What is stopping a student or a fellow teacher from seeing me, a queer man with brown skin who speaks Spanish, standing at the front of my classroom discussing something they disapprove of and claiming that I too am guilty of DEI?
If someone were to ask me how I feel about being a student and a teacher during this DEI crackdown, I would tell them that a not-so-insignificant part of me is scared.
Though not because of the possible repression I may face because of it.
My Dominican grandparents lived through Rafael Trujillo’s brutal dictatorship. People in Palestine, Sudan and other countries around the world are trying to survive amidst bombs, starvation and a lack of vital, life-giving infrastructure. Even here in the United States, my citizenship status means I will face less backlash for my political views and any perceived “DEI” than students like Mahmoud Khalil.
No, I am scared because our universities have shown time and time again that they will not protect us.
Trump’s crackdown on DEI and his continuation and escalation of former President Joe Biden’s repression of student protests are not separate issues but two sides of the same coin in his attack on personal freedoms and higher education. Rather than recognize this, institutions like Columbia, Northwestern and the UNC System have chosen to comply with one, or both, of these lines of attack.
How can these institutions, in good faith, sit by and accept Trump’s framing of DEI as a nebulous concept harmful to the government and to white people as a whole, or his framing of student protestors — specifically Palestinian students — as uniquely dangerous to their peers? It is dishonest to separate the response to anti-DEI legislation from how anti-genocide protestors were and are continuing to be treated.

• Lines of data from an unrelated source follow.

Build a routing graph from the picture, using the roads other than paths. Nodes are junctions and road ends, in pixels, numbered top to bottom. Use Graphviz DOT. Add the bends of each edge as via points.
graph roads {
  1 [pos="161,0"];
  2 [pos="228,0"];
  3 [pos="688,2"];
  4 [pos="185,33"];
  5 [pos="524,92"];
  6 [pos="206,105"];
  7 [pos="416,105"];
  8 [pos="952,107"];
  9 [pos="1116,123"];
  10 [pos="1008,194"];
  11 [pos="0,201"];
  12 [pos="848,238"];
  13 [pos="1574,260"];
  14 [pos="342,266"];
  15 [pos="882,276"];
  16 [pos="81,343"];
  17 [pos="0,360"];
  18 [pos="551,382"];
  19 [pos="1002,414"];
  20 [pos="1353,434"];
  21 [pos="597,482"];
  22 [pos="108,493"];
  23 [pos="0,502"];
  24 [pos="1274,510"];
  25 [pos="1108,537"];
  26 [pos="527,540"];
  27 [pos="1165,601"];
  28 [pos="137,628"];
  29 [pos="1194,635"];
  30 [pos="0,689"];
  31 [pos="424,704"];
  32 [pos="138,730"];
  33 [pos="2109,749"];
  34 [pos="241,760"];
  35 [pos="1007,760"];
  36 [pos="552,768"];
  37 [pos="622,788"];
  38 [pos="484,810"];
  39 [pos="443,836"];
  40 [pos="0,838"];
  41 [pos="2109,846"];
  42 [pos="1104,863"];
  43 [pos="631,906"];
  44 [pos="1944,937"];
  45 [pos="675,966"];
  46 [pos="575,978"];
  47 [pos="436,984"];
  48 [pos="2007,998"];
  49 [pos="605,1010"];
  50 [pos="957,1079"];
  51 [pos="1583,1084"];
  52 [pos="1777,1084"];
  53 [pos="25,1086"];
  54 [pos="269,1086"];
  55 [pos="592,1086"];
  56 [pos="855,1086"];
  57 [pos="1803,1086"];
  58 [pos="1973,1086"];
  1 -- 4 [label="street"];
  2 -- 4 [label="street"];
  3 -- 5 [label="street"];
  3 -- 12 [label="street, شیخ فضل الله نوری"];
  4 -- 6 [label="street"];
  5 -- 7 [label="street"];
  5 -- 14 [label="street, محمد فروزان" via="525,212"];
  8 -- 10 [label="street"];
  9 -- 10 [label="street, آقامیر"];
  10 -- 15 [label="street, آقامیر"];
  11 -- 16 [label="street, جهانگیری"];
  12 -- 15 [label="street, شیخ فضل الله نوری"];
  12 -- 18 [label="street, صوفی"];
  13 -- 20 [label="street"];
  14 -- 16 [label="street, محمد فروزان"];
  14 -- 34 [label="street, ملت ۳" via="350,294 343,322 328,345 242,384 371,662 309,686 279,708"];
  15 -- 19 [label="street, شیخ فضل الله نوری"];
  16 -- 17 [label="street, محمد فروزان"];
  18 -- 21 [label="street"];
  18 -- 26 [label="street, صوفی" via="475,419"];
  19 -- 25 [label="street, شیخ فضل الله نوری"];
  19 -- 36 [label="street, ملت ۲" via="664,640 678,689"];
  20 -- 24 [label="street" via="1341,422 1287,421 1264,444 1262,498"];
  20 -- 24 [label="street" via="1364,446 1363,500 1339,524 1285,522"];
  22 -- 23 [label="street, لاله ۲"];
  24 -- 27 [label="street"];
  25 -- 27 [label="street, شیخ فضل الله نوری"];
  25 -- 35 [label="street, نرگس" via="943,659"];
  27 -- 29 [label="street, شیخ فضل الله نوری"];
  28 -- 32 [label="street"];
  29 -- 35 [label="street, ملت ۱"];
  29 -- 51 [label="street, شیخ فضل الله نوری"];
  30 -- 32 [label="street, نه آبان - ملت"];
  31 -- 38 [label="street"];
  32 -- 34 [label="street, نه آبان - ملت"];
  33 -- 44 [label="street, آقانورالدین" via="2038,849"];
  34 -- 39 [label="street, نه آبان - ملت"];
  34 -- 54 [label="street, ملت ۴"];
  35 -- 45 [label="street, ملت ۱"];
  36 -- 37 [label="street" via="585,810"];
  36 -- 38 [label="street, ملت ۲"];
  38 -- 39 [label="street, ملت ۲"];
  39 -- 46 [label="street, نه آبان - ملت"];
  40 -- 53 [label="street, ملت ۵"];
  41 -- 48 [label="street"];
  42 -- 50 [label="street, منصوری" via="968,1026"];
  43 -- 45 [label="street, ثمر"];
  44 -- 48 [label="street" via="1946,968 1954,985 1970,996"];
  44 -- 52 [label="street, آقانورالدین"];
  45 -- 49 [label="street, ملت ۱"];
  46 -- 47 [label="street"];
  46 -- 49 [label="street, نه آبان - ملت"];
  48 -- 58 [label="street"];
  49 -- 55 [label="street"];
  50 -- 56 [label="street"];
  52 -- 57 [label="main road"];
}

Both show how little students matter to the officials who claim our education and safety are priorities.
As much fear as I have for the future, there is also hope. This past week, I was in New York City visiting friends. On March 10, I joined thousands of people in the streets of lower Manhattan in marching for the immediate release of Mahmoud Khalil. Four days later, on my last afternoon in the city, I joined community members and students at a protest outside Columbia University demanding divestment from Israel, the release of Mahmoud and the reinstatement of students who had been retroactively punished for their activism.
Whether it was marching alongside thousands in the middle of Canal Street or chanting on the Upper West Side, I felt a sense of community I hadn’t experienced since the Gaza Solidarity Encampment at Northwestern last spring. Students, teachers, organizers, parents, workers, grandparents, children and more all came together to fight for a student whose university actively assisted with his arrest.
If our institutions and the Democratic Party will not mount a defense of the programs Trump has deemed “DEI,” or a defense of Mahmoud and the other students protesting for Palestine who have no doubt been targeted in the days between my writing this piece and its publication, then we must do it ourselves.
Though I, and my fellow graduate TAs, may not be able to count on NC State’s protection, I will ensure my students know they can always count on mine. Because that is my goal as a teacher, not the accusations of indoctrination and coercion that Trump is leveraging to devastating effect.
I want to teach my students about rhetoric and language, yes, but I also want to teach them that their instructors and institutions have a duty to protect them.
So, with this in mind, I refuse to allow my fear to paralyze me. I will teach my students to the best of my ability while also fighting for my beliefs. Trump may be able to coerce the obedience and silence of institutions, but he cannot do the same to me or the other graduate students around the country fighting so that we, and the undergraduate students we are responsible for, can learn a better world is possible.